Collected data entries:
========================================================================
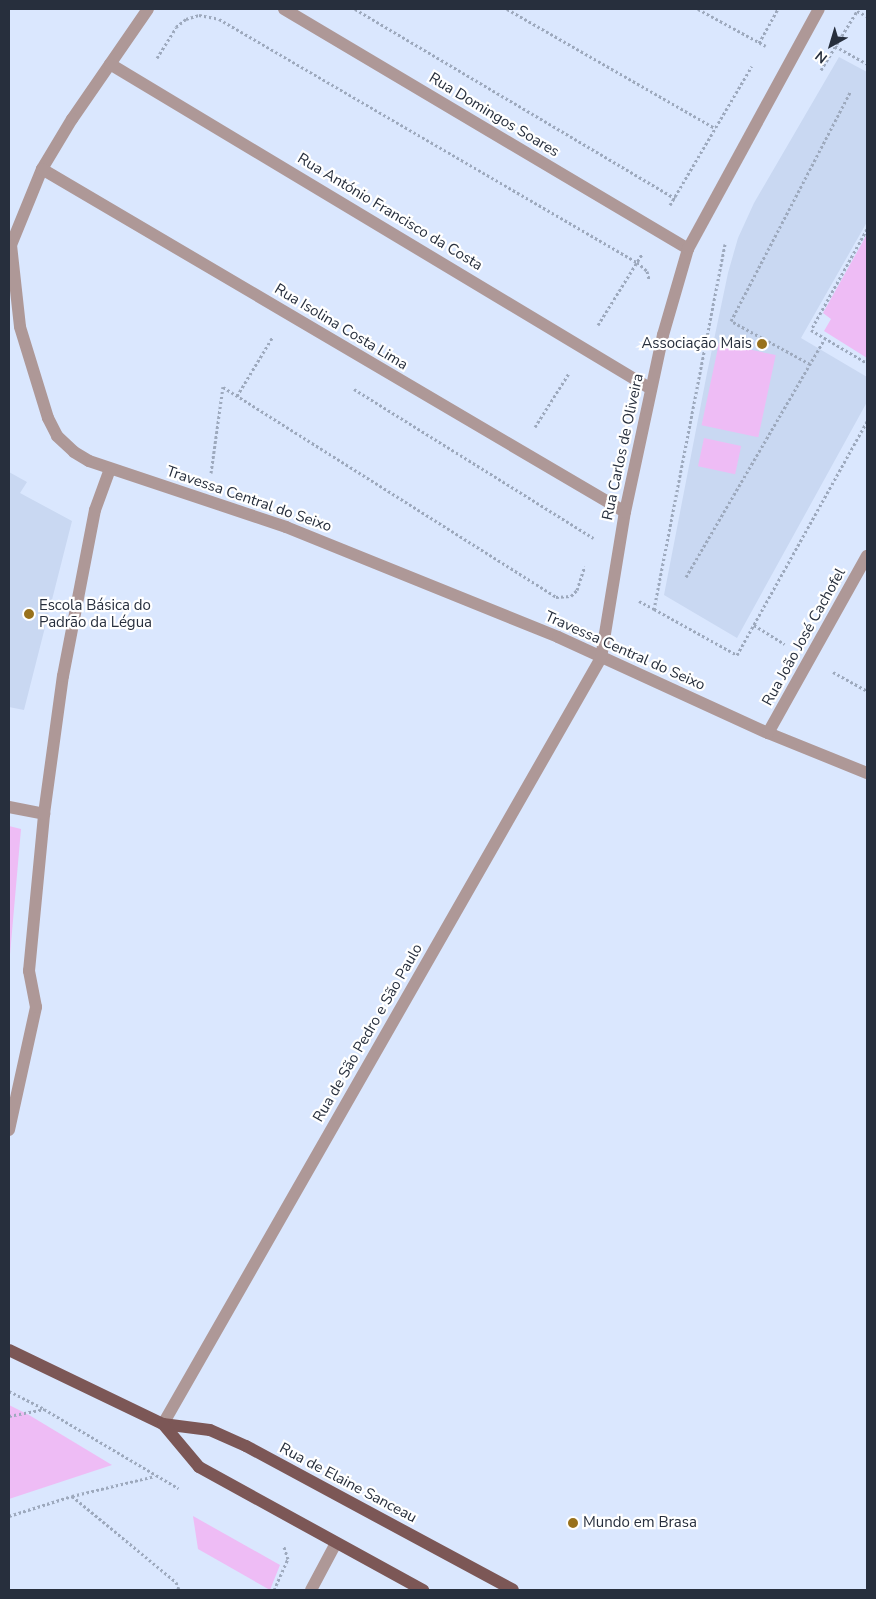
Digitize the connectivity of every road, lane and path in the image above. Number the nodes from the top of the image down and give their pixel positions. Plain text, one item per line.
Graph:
1 (148, 9) edge
2 (284, 9) edge
3 (355, 9) edge
4 (507, 9) edge
5 (698, 9) edge
6 (778, 9) edge
7 (819, 9) edge
8 (867, 16) edge
9 (807, 31) junction
10 (759, 43) junction
11 (765, 46) junction
12 (835, 46) junction
13 (760, 54) dead end
14 (154, 61) dead end
15 (790, 61) junction
16 (755, 62) dead end
17 (110, 64) junction
18 (867, 64) edge
19 (820, 72) dead end
20 (850, 92) dead end
21 (715, 128) junction
22 (42, 169) junction
23 (674, 198) junction
24 (867, 229) edge
25 (657, 230) junction
26 (727, 235) dead end
27 (10, 245) edge
28 (688, 249) junction
29 (637, 262) junction
30 (825, 338) junction
31 (280, 343) dead end
32 (585, 347) junction
33 (867, 363) edge
34 (810, 364) junction
35 (560, 368) dead end
36 (569, 373) junction
37 (348, 385) dead end
38 (651, 389) junction
39 (236, 396) junction
40 (867, 421) edge
41 (520, 451) junction
42 (110, 469) junction
43 (207, 501) junction
44 (625, 512) junction
45 (593, 538) dead end
46 (867, 556) edge
47 (686, 577) dead end
48 (556, 597) dead end
49 (601, 658) junction
50 (768, 733) junction
51 (867, 773) edge
52 (9, 807) edge
53 (44, 814) junction
54 (9, 1130) edge
55 (9, 1350) edge
56 (9, 1391) edge
57 (44, 1409) junction
58 (9, 1416) edge
59 (162, 1424) junction
60 (155, 1476) junction
61 (181, 1490) dead end
62 (72, 1496) junction
63 (9, 1516) edge
64 (336, 1543) junction
65 (284, 1546) dead end
66 (179, 1590) edge
67 (274, 1590) edge
68 (312, 1590) edge
69 (423, 1590) edge
70 (513, 1590) edge

1 - 17 street, Travessa Central do Seixo
2 - 25 street, Rua Domingos Soares
3 - 23 path
4 - 21 path
5 - 10 path
6 - 10 path
7 - 9 street, Rua Carlos de Oliveira
8 - 12 path
9 - 12 path
9 - 15 street, Rua Carlos de Oliveira
10 - 11 path
11 - 13 path
11 - 15 path
12 - 18 path
12 - 19 path
14 - 29 path
15 - 28 street, Rua Carlos de Oliveira
16 - 21 path
17 - 22 street, Travessa Central do Seixo
17 - 32 street, Rua António Francisco da Costa
20 - 34 path
21 - 23 path
22 - 27 street, Travessa Central do Seixo
22 - 41 street, Rua Isolina Costa Lima
23 - 25 path
24 - 30 path
25 - 28 street, Rua Domingos Soares
25 - 29 path
26 - 40 path
27 - 42 street, Travessa Central do Seixo
28 - 38 street, Rua Carlos de Oliveira
29 - 32 path
30 - 33 path
30 - 34 path
31 - 39 path
32 - 36 path
32 - 38 street, Rua António Francisco da Costa
34 - 47 path
35 - 36 path
36 - 41 path
37 - 45 path
38 - 44 street, Rua Carlos de Oliveira
39 - 43 path
39 - 48 path
41 - 44 street, Rua Isolina Costa Lima
42 - 43 street, Travessa Central do Seixo
42 - 53 street
43 - 49 street, Travessa Central do Seixo
44 - 49 street, Rua Carlos de Oliveira
46 - 50 street, Rua João José Cachofel
49 - 50 street, Travessa Central do Seixo
49 - 59 street, Rua de São Pedro e São Paulo
50 - 51 street, Travessa Central do Seixo
52 - 53 street
53 - 54 street
55 - 59 main road, Rua de Elaine Sanceau
56 - 57 path
57 - 58 path
57 - 60 path
59 - 64 main road, Rua de Elaine Sanceau
59 - 70 main road, Rua de Elaine Sanceau
60 - 61 path
60 - 62 path
62 - 63 path
62 - 66 path
64 - 68 street
64 - 69 main road, Rua de Elaine Sanceau
65 - 67 path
========================================================================
The string "Soares" marks the lines to copy; report each of them from the data above.

Output of the exercise:
2 - 25 street, Rua Domingos Soares
25 - 28 street, Rua Domingos Soares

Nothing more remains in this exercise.